One other issue. In the first instance it's written as if there is a quota ("may be harvested"). It says there are no restrictions for Inuit people and others can get licences (which could have a quota). I can't check the source so can't tell if the 4000 is the total number of wolves hunted each year or just those under licence. —  Jts1882 | talk  06:52, 13 September 2020 (UTC)


I will make a map with english lettering soon. Sciencia58 (talk) 07:46, 15 October 2020 (UTC)

Can you translate the key in the caption until you make the new map? It's counter-inutitive that the green and green-yellow areas are those without wolves (in or out of EU) while the areas with wolves are in grey. I would do it but I'm unsure what the EU label says. —  Jts1882 | talk  08:08, 15 October 2020 (UTC)

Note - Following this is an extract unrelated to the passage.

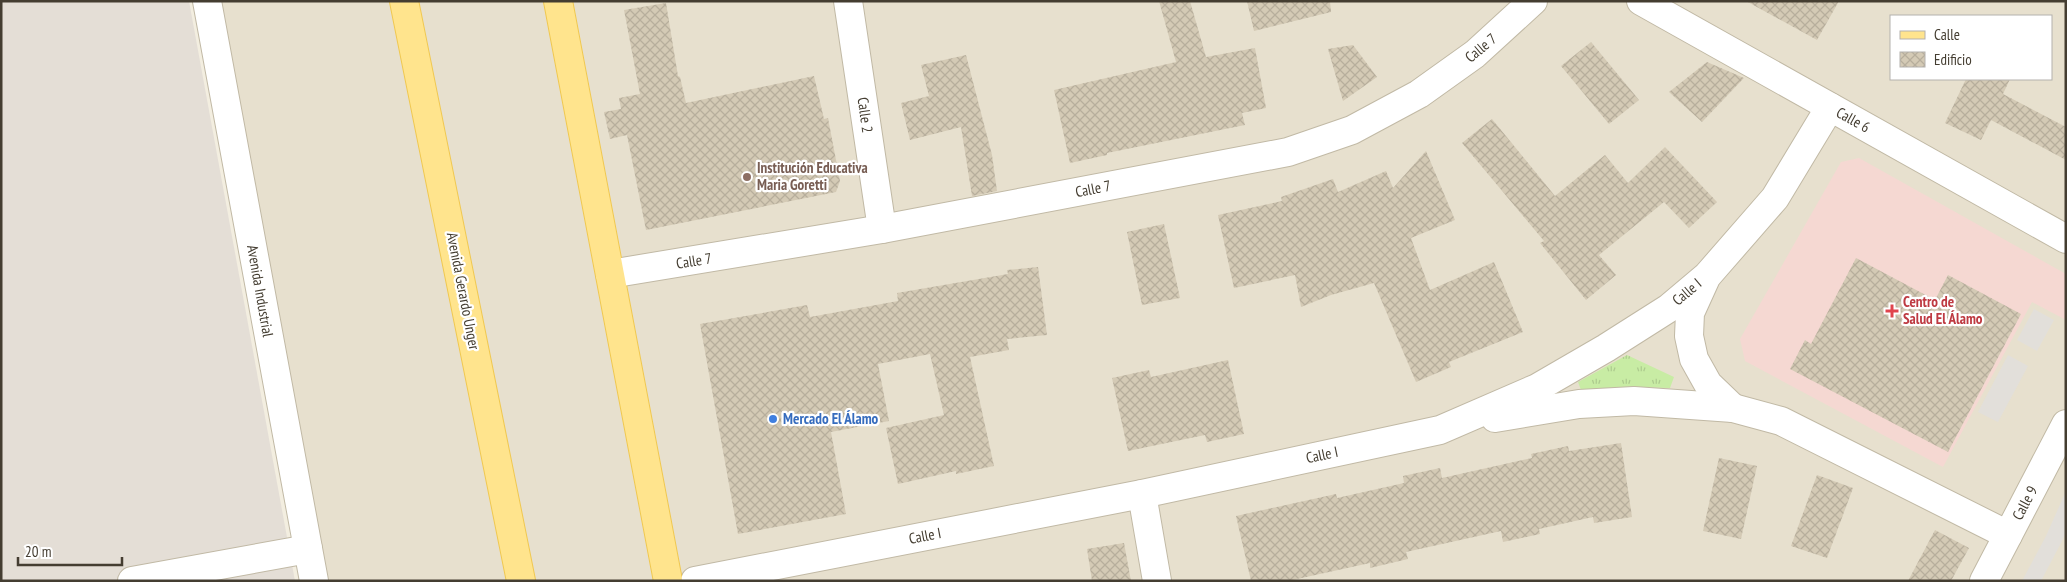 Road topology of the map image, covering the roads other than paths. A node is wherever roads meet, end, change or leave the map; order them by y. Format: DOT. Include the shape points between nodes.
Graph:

Background information on protection status in Europe:

The EU member states must comply with the specifications of the EU Commission, in this case the Flora-Fauna-Habitat Directive (Natura 2000). The Habitats Directive implements the requirements of the Bern Convention. The EU member states have the option of modifying the wolf's conservation status by listing in Annex 4 or Annex 5 of the Habitats Directive depending on its conservation status. Any change will require the approval of the European Commission, which depends on the opinion of members of the Large Carnivore Initiative for Europe, who have the crucial consultative role there. The EU member states can apply the derogations in the Habitats Direktive article 16 [1].

Countries which are not in the EU but are nevertheless signatories to the Bern Convention (e.g. Switzerland and Norway) must comply directly with the requirements of the Bern Convention. They directly implement the requirements of the Bern Convention for general protection an can apply the exeptions in article 9.[2].

Sciencia58 (talk) 07:52, 16 October 2020 (UTC)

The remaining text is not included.